I've briefly skimmed over your thread and think it's great that you are in counseling and realize that you had been negative in your dealings with your wife.. so trying to be upbeat, friendly, complimentary (although not overboard) are good 180's for you. Also, I totally see why you are working on the separation agreement. I would do the same if my H was trying to limit my time with my child as much as your W seems to be doing to you... problem is, for some reason when the lawyers get involved fear and paranoia get mixed in there and you are really going to have to work your butt of with DBing.
Speaking of DBing.. so pleased that you got the book. I don't know about you but finding this website and getting that book truly was a life saver for me.
So, as I mentioned I just skimmed over your thread.. I didn't catch what you are doing to get a life. It seems you have a lot more time on your hands since your wife is limiting the time you get with your kids... it would seem you are in regular contact due to parenting.. are there any subtle changes you can make in your appearance.. I read that you'd lost 20 pounds (and gained a bit back) that's a start.. are you doing something that you've always wanted to do but never had the time.. if not, is there something that you might be interested in taking up hobby/activity wise? And is there some way you can create a bit of mystery?

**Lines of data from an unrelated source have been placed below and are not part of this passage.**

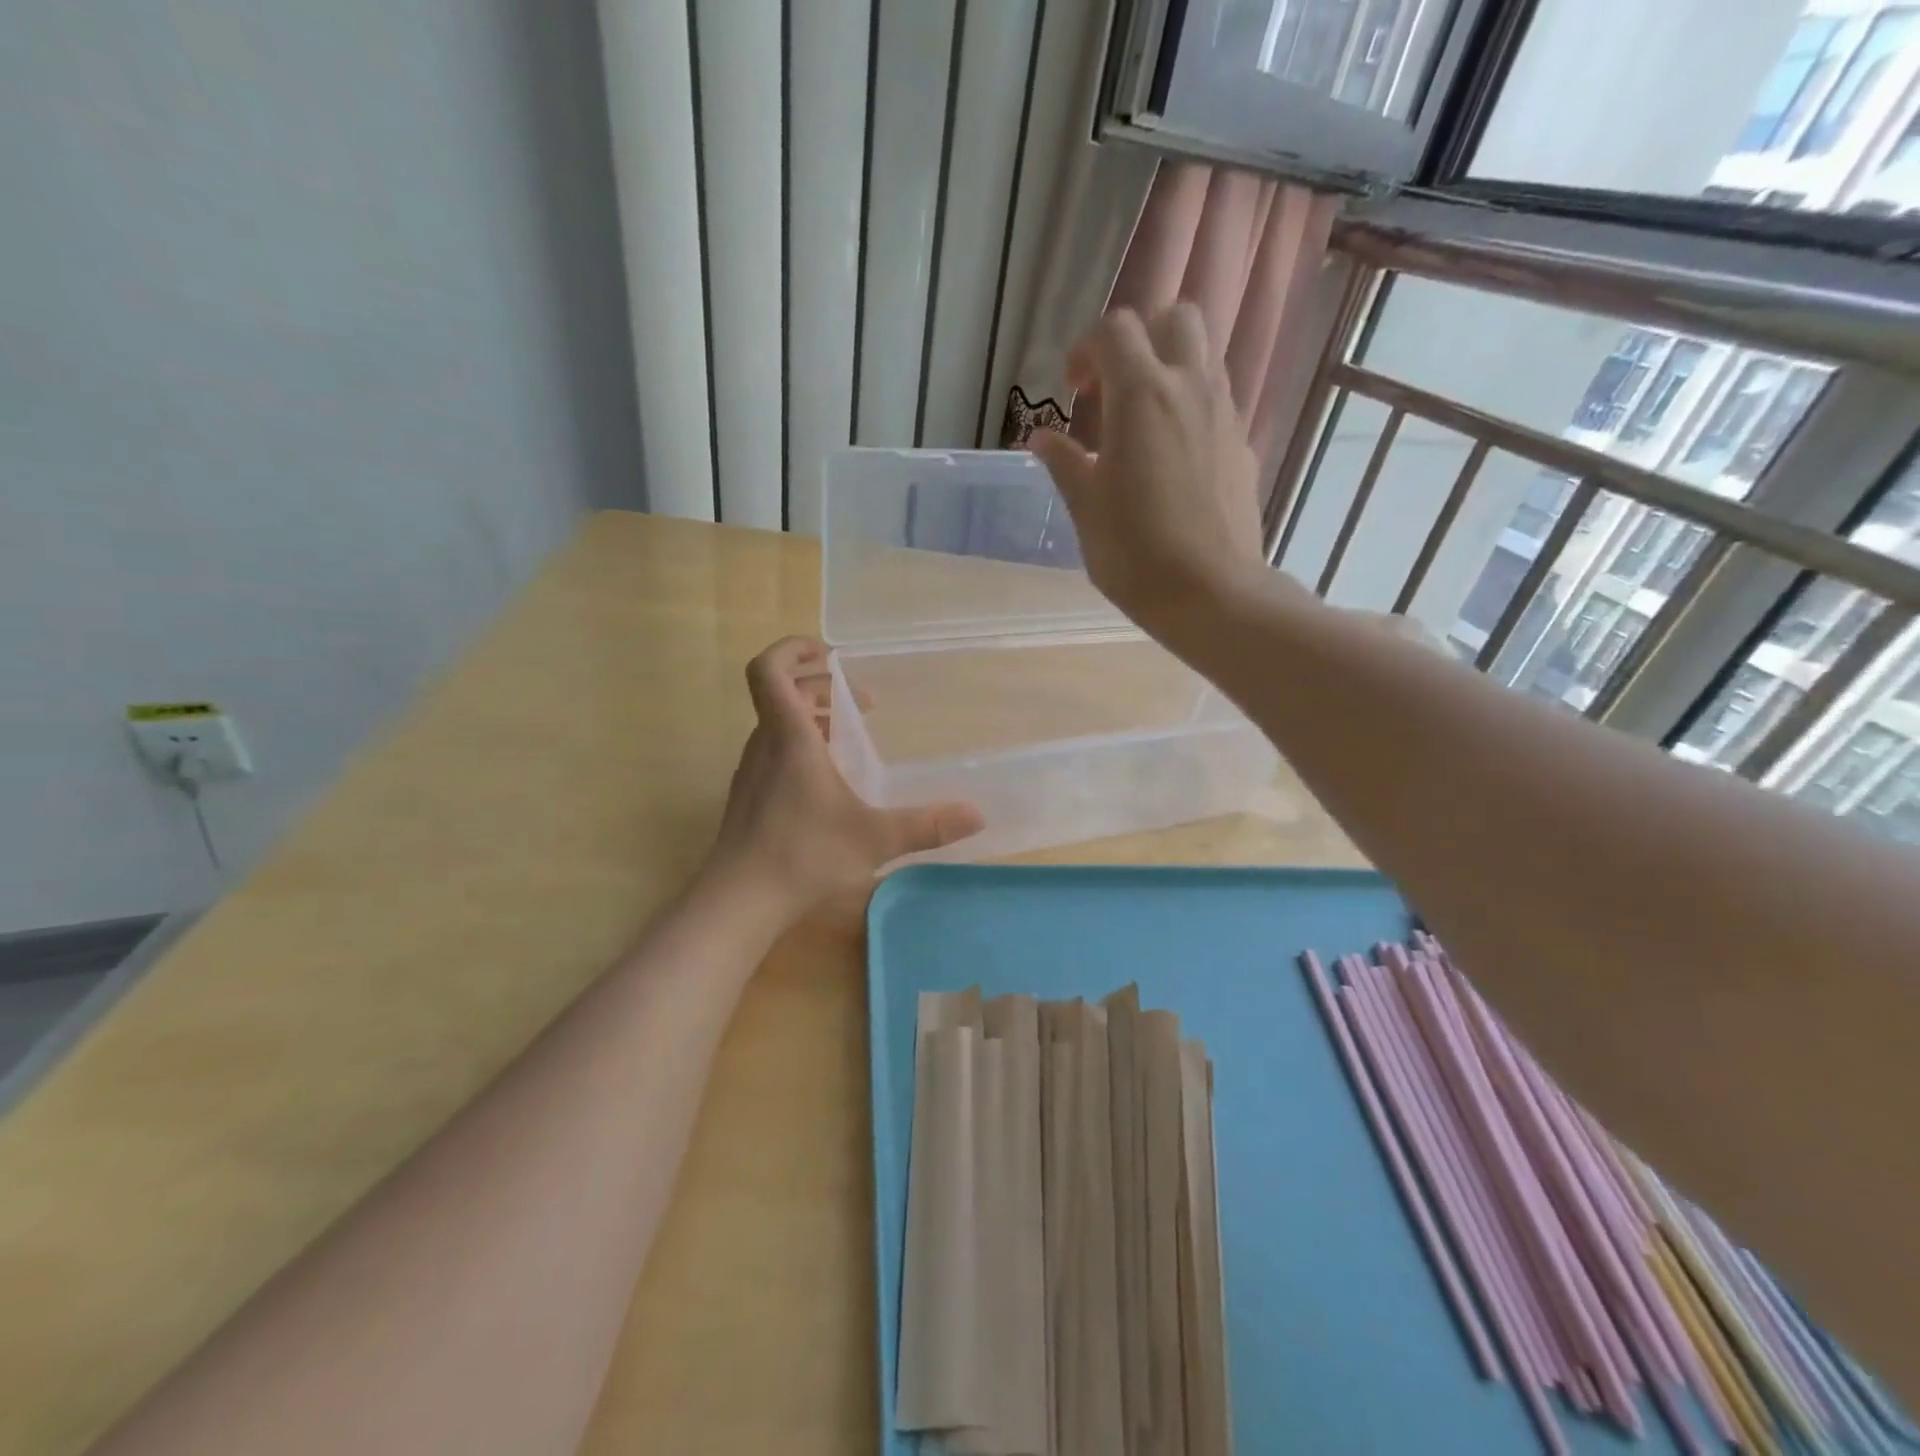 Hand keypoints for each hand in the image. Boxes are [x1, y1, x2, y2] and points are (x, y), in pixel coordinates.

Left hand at [703, 637, 983, 920]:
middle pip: (781, 694)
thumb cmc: (803, 856)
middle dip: (821, 687)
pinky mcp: (749, 797)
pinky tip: (828, 781)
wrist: (737, 901)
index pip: (769, 670)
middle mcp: (765, 745)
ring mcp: (752, 772)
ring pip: (778, 724)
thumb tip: (977, 815)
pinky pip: (774, 752)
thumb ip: (926, 825)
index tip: (827, 652)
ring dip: (811, 717)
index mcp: (789, 737)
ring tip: (849, 735)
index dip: (791, 650)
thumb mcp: (873, 838)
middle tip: (861, 701)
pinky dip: (801, 746)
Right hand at [1028, 304, 1268, 632]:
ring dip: (1168, 371)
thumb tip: (1042, 437)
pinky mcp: (1243, 446)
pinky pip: (1217, 404)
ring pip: (1203, 357)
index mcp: (1142, 395)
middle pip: (1176, 317)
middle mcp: (1190, 388)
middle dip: (1140, 338)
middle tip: (1113, 389)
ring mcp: (1225, 415)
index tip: (1073, 391)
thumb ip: (1064, 463)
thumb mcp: (1086, 508)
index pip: (1116, 328)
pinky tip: (1171, 461)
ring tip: (1140, 425)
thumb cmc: (1136, 552)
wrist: (1212, 593)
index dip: (1086, 349)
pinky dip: (1190, 410)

I've often thought it would be so great if you could buy that "new romance glow" from a department store.. it would be so handy for us LBS.. we could have the glow of a new romance without actually having to have a real new relationship (since adding others to our problem filled marriages make things messy..) but we would be so happy and giddy and glowing that our WAS's would definitely notice!
Gosh, I feel like I'm just rambling now.. and likely sounding a bit goofy..
But thanks again for stopping by my thread.. I will continue to stop by yours!